If I could have had a second choice it would have had to be empire/OK, empire I have rarely if ever seen taken as a serious army (although if I was going to collect a second army this would be it). I have never seen any ogres other then my own... which TBH was exactly why I took them up in the first place- I wanted an army that was different, seen as being relatively rubbish and which few would know how to play against.


----------



## Captain Galus (Jan 2, 2008)

Beats of Chaos are by far the least common army in my experiance...I've played every Fantasy army at least once except these guys, and I've played Fantasy in three different states.


----------



## Jester12 (Jun 18, 2009)

I have beasts of chaos and there's actually a few people that also have them in my store. I think quite a few people have them but they are rarely played anymore since they're overpriced (the shaggoth for beasts is more expensive point wise and has lower stat line than the WoC one) and have practically no magic items anymore since they used to use magic items from the hordes of chaos book which no longer applies. Every once in a while though I'll have to bust them out and smash some VC or Daemons to make people feel bad about getting their cheesy army wrecked by underpowered army.

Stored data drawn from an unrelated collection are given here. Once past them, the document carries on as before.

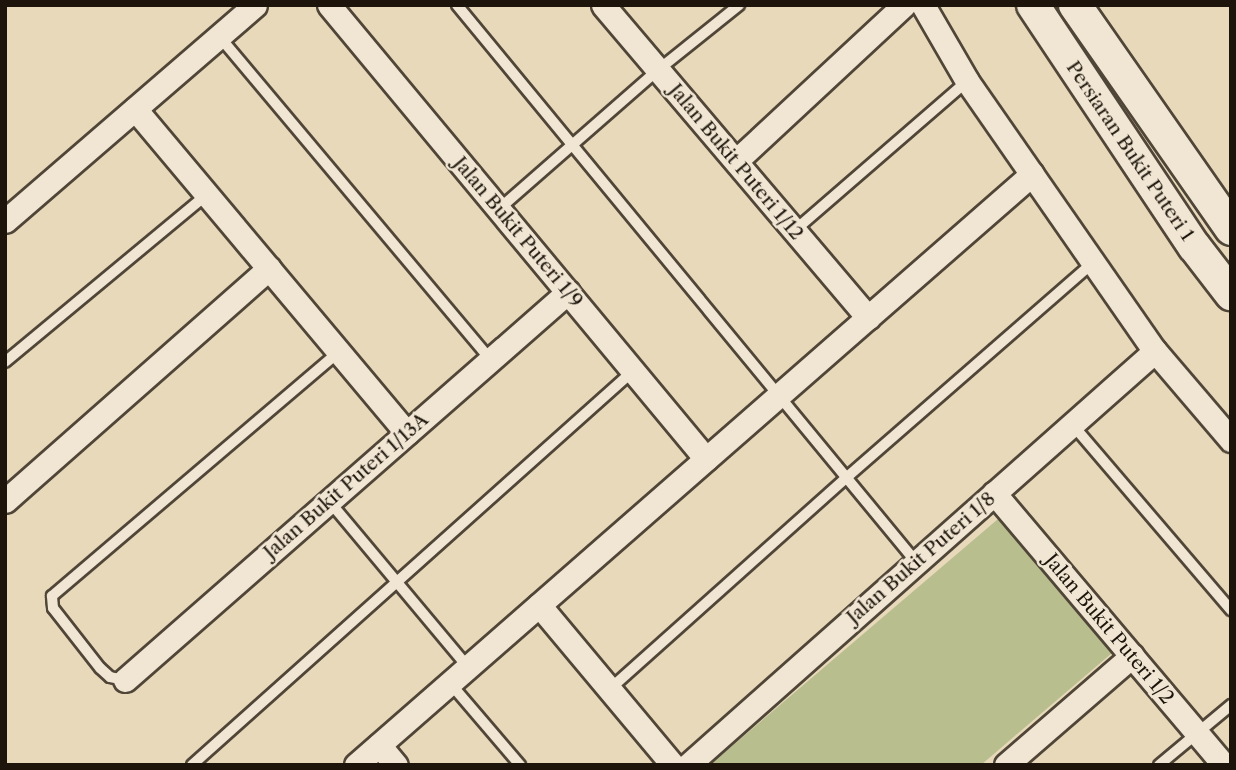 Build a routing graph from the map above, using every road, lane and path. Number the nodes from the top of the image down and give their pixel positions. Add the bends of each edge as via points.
1 (255, 5) edge
2 (329, 5) edge
3 (457, 5) edge
4 (603, 5) edge
5 (739, 5) edge
6 (904, 5) edge
7 (923, 5) edge
8 (1033, 5) edge
9 (1075, 5) edge
10 (219, 36) junction
11 (658, 70) junction
12 (967, 81) junction
13 (1137, 96) junction
14 (135, 109) junction
15 (1106, 116) junction
16 (572, 145) junction
17 (736, 161) junction
18 (1032, 174) junction
19 (207, 194) junction
20 (499, 209) junction
21 (5, 221) edge
22 (1231, 229) edge
23 (794, 231) junction
24 (1094, 262) junction
25 (269, 268) junction
26 (568, 292) junction
27 (1231, 294) edge
28 (868, 318) junction
29 (1155, 351) junction
30 (339, 352) junction
31 (491, 360) junction
32 (5, 362) edge
33 (633, 371) junction
34 (778, 396) junction
35 (1072, 424) junction
36 (407, 433) junction
37 (1231, 440) edge
38 (706, 459) junction
39 (846, 478) junction
40 (994, 493) junction
41 (5, 501) edge
42 (329, 501) junction
43 (916, 562) junction
44 (397, 583) junction
45 (539, 605) junction
46 (1231, 610) edge
47 (1132, 656) junction
48 (468, 667) junction
49 (125, 680) joint
50 (450, 683) junction
51 (610, 689) junction
52 (1231, 705) edge
53 (1197, 733) junction
54 (379, 745) junction
55 (192, 765) edge
56 (356, 765) edge
57 (396, 765) edge
58 (520, 765) edge
59 (673, 765) edge
60 (688, 765) edge
61 (1006, 765) edge
62 (1159, 765) edge
63 (1224, 765) edge

1 - 10 street
2 - 20 street, Jalan Bukit Puteri 1/9
3 - 16 lane
4 - 11 street, Jalan Bukit Puteri 1/12
5 - 11 lane
6 - 17 street
7 - 12 street
8 - 15 street, Persiaran Bukit Puteri 1
9 - 13 street, Persiaran Bukit Puteri 1
10 - 14 street
10 - 31 lane
11 - 16 lane
11 - 17 street, Jalan Bukit Puteri 1/12
12 - 18 street
12 - 23 lane
13 - 15 street
13 - 22 street, Persiaran Bukit Puteri 1
14 - 19 street
14 - 21 street
15 - 27 street, Persiaran Bukit Puteri 1
16 - 20 lane
16 - 34 lane
17 - 23 street, Jalan Bukit Puteri 1/12
18 - 24 street
18 - 28 street
19 - 25 street
19 - 32 lane
20 - 26 street, Jalan Bukit Puteri 1/9
23 - 28 street, Jalan Bukit Puteri 1/12
24 - 29 street
24 - 39 lane
25 - 30 street
25 - 41 street
26 - 31 street, Jalan Bukit Puteri 1/13A
26 - 33 street, Jalan Bukit Puteri 1/9
28 - 34 street
29 - 35 street, Jalan Bukit Puteri 1/8
29 - 37 street
30 - 36 street
30 - 49 lane via 52,596 53,608 100,668 110,677
31 - 36 street, Jalan Bukit Puteri 1/13A
33 - 38 street, Jalan Bukit Puteri 1/9
33 - 44 lane
34 - 38 street
34 - 39 lane
35 - 40 street, Jalan Bukit Puteri 1/8
35 - 46 lane
36 - 42 street, Jalan Bukit Puteri 1/13A
38 - 45 street
39 - 43 lane
39 - 51 lane
40 - 43 street, Jalan Bukit Puteri 1/8
40 - 47 street, Jalan Bukit Puteri 1/2
42 - 44 lane
42 - 49 street, Jalan Bukit Puteri 1/13A
43 - 60 street, Jalan Bukit Puteri 1/8
44 - 48 lane
44 - 55 lane
45 - 48 street
45 - 51 street
47 - 53 street, Jalan Bukit Puteri 1/2
47 - 61 street
48 - 50 street
50 - 54 street
50 - 58 lane
51 - 59 street
52 - 53 lane
53 - 62 lane
53 - 63 street, Jalan Bukit Puteri 1/2
54 - 56 street
54 - 57 street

I went with tomb kings though since they're the only unplayed army at the store I go to minus what I have since I started them because nobody plays them.


----------



## KarlFranz40k (Jan 30, 2009)

Tim/Steve said:


> If I could have had a second choice it would have had to be empire/OK, empire I have rarely if ever seen taken as a serious army (although if I was going to collect a second army this would be it). I have never seen any ogres other then my own... which TBH was exactly why I took them up in the first place- I wanted an army that was different, seen as being relatively rubbish and which few would know how to play against.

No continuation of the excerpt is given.